Persevera hasta el final
«Con vuestra perseverancia salvaréis vuestras almas», nos dice Jesús (Lc 21,19). Llegar al final del camino es vital. Todos soñamos con llegar a decir, como san Pablo: «He peleado el noble combate, he alcanzado la meta, he guardado la fe» (2 Tim 4, 7). Lo conseguiremos conservando la fe hoy, ahora mismo. Uno podría sentirse fácilmente abrumado frente a la perspectiva de ser fiel durante diez, veinte, cuarenta, ochenta años. ¿Cómo puedo estar seguro de mi fidelidad en un camino tan largo? En realidad, no se trata de estar seguro de que no me apartaré de Dios durante las próximas décadas; se trata de ser fiel a nuestro Señor hoy, con la gracia que él nos da en este momento. Viviendo así es como recorreremos el camino de la vida hasta su término.
Los cristianos reconocemos que «la vida es un viaje, no un destino» como algo obvio. Sabemos que nuestra vida no termina aquí y que, por tanto, estos años en la tierra no son el destino. Y, a la vez, sabemos que nuestra verdadera vida, nuestro destino, ya está aquí, en cada instante: nuestra vida está «escondida con Cristo en Dios» (Col 3,3). Por eso, necesitamos que «la cabeza toque el cielo, pero que las plantas pisen bien seguras en la tierra»[17]; necesitamos que se haga su voluntad «en la tierra como en el cielo». Y entonces, sí, haremos «camino al andar»[18]: cada paso que demos hará nuestro camino y hará nuestro destino.
[1] La cita se suele atribuir a Ralph Waldo Emerson, aunque no existe una referencia escrita que lo atestigüe.
[2] John Bingham, «Enjoy Your Journey» www.runnersworld.com.
[3] San Josemaría, Forja, n. 1005.
[4] Forja, n. 182.
[5] San Josemaría, Amigos de Dios, n. 313.
[6] San Josemaría, Camino, n. 829.
[7] Papa Francisco, Gaudete et exsultate, n. 50.
[8] J.-N. Grou, Manuel des âmes intérieures, Lieja, 1851, p. 159. «Lo peor del caso es que, como observa San Francisco de Sales, a veces uno se desanima y se enfada por haberse enfadado, se impacienta de haberse impacientado. ¡Qué desastre! ¿No tendríamos que ver en eso orgullo en estado puro?» (p. 160).
[9] J.-N. Grou, Manuel des âmes intérieures, pp. 160s.

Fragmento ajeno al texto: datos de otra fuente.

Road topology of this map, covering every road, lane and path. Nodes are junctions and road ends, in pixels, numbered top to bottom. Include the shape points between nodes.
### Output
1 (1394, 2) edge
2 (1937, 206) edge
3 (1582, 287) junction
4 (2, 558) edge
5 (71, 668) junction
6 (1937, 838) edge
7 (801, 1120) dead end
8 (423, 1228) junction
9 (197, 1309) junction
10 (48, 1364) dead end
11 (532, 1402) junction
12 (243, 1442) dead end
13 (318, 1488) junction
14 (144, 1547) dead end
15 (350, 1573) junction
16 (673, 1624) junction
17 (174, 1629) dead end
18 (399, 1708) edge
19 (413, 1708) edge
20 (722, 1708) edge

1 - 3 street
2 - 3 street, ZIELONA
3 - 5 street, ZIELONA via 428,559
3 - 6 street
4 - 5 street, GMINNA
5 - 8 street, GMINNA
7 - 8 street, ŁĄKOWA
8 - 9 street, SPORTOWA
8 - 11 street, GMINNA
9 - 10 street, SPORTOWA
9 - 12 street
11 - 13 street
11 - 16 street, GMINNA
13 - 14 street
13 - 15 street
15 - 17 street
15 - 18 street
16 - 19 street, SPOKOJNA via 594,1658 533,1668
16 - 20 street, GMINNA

[10] San Josemaría, Via Crucis, 7ª estación.
[11] Cfr. C.S. Lewis, Cartas del diablo a su sobrino, cap. 15.
[12] Via Crucis, 7ª estación, n. 3.
[13] F. Ocáriz, Carta pastoral, 28-X-2020, n. 3.
[14] Cfr. San Josemaría, Conversaciones, nn. 88, 116.
[15] Cfr. Camino, n. 815.
[16] Forja, n. 1005.
[17] Amigos de Dios, n. 75.
[18] «Caminante, no hay camino; se hace camino al andar» (A. Machado, Campos de Castilla, «Proverbios y cantares», XXIX. San Josemaría cita este verso en Carta 6, n. 75).